Unconstrained by consumer cost-consciousness, health care spending has soared, even as overall inflation has remained fairly low. Nevertheless, Americans know almost nothing about the costs of their medical care. (Quick quiz: What does your local hospital charge for an MRI scan? To deliver a baby? To set a broken arm?) When patients think someone else is paying most of their health care costs, they feel little pressure to learn what those costs actually are -- and providers feel little pressure to compete on price. So prices keep rising, which makes insurance more expensive, which makes Americans ever-more worried about losing their insurance - and ever-more dependent on the benefits provided by their employer.
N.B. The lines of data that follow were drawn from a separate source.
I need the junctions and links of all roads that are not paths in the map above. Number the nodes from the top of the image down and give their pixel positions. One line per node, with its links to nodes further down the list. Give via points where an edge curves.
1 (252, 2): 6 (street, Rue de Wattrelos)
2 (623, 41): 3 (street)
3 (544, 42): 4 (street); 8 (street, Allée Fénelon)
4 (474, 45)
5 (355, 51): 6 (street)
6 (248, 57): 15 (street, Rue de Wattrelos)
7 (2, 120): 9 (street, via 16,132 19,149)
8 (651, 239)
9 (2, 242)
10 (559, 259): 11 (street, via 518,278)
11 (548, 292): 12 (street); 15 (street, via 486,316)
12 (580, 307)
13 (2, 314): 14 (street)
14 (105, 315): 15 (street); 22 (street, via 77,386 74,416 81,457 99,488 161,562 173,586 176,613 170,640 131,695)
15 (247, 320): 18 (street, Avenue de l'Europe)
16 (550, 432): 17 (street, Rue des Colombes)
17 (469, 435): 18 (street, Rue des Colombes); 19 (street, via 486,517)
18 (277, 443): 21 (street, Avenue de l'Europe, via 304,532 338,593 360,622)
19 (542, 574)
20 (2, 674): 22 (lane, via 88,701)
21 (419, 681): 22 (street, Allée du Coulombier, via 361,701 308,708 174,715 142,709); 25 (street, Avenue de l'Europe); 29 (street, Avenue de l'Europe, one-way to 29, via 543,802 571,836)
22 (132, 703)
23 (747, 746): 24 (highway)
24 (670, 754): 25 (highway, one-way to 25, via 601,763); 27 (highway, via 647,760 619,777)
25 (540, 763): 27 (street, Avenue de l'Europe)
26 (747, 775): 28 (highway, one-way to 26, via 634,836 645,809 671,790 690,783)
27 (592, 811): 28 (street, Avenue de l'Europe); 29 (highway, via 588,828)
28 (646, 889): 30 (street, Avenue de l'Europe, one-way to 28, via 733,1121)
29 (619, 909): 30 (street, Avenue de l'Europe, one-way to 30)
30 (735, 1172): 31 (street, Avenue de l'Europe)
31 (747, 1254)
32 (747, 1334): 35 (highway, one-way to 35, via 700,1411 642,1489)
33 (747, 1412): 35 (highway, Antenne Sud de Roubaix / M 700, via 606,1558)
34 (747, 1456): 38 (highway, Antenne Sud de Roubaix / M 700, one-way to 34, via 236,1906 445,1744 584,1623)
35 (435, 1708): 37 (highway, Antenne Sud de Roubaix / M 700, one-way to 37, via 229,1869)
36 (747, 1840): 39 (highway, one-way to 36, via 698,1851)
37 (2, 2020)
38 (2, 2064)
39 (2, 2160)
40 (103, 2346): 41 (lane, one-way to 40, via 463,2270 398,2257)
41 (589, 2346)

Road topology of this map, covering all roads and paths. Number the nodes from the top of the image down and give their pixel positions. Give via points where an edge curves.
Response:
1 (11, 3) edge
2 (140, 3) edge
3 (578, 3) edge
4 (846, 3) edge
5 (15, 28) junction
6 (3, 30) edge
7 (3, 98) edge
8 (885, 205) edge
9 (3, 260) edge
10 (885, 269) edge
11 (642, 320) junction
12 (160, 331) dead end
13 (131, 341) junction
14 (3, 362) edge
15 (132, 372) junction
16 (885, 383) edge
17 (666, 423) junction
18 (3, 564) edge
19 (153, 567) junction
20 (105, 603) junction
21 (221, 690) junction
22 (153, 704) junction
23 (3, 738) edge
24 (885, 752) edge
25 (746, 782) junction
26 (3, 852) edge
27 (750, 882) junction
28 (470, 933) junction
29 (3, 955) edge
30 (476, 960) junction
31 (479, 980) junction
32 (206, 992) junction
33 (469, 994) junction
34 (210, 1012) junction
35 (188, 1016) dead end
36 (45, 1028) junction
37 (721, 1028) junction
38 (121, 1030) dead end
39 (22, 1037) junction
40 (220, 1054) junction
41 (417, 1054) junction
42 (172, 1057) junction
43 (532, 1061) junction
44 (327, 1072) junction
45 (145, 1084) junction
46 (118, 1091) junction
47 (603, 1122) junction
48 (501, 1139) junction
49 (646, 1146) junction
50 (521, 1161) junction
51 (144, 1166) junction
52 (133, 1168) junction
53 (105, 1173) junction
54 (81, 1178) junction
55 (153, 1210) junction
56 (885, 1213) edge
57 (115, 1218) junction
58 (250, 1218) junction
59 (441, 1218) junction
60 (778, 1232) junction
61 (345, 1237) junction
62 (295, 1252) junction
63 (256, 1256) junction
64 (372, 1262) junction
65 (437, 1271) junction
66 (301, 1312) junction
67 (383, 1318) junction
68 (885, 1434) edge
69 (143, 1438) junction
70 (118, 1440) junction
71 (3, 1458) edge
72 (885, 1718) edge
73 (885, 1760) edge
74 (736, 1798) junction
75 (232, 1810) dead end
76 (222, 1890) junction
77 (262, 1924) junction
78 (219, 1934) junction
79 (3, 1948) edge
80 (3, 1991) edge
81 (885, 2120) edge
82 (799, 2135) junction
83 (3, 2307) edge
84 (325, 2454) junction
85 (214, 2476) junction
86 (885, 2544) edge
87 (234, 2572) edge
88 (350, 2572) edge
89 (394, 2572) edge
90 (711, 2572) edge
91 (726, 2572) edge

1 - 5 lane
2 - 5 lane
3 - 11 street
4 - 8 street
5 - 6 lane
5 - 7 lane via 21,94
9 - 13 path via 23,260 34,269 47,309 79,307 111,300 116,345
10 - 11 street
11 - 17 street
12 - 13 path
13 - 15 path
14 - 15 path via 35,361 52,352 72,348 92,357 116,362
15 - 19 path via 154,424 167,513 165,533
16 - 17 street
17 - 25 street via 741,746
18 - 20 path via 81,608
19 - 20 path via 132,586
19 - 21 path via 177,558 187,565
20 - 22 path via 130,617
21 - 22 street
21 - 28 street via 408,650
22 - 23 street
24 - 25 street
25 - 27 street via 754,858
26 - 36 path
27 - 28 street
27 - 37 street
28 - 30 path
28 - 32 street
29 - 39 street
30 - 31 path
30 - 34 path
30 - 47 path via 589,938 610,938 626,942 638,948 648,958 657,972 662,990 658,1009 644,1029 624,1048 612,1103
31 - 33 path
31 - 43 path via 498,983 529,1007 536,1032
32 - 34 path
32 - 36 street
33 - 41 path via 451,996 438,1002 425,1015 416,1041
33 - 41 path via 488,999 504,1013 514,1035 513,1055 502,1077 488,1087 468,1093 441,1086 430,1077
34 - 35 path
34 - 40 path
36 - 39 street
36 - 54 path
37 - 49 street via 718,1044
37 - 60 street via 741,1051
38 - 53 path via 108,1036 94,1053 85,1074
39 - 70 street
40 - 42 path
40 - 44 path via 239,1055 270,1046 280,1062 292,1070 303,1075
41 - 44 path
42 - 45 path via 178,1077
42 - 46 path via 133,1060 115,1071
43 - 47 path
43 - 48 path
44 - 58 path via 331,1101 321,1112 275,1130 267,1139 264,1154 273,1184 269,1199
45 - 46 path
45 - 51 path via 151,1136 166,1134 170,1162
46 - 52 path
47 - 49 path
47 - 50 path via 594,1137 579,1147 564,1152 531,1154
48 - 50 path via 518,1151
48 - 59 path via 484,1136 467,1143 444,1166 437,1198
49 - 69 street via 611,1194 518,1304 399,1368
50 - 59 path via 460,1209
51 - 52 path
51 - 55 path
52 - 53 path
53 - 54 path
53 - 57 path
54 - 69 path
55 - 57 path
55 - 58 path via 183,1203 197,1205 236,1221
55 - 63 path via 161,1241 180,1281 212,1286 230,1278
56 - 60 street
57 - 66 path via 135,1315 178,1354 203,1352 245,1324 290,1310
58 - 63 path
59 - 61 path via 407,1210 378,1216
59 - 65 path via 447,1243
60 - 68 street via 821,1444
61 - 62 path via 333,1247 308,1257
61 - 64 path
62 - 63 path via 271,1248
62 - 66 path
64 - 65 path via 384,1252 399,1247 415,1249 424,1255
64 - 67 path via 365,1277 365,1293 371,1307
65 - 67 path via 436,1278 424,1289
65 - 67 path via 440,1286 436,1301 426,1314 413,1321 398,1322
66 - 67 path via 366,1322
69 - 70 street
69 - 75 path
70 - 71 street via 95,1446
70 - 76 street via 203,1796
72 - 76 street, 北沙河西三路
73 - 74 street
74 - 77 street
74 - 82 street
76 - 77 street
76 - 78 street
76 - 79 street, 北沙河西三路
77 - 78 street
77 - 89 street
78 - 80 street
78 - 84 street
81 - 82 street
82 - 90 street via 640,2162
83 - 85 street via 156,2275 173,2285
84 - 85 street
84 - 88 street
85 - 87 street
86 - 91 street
De-linking medical insurance from employment is the key to reforming health care in the United States. McCain proposes to accomplish that by taking the tax deduction away from employers and giving it to employees. With a $5,000 refundable health care tax credit, Americans would have a strong inducement to buy their own, more affordable, insurance, rather than relying on their employer's plan. As millions of empowered consumers began focusing on price, price competition would flourish. And as employers' health care costs declined, most of the savings would return to employees as higher wages.

For 60-plus years, a misguided tax preference for employer-sponsored health insurance has distorted America's health care market. The price of that distortion has been paid in higher costs, fewer choices, and mounting anxiety. The solution is to restore market forces by fixing the tax code, and liberating Americans from an employer-based system that has made everything worse.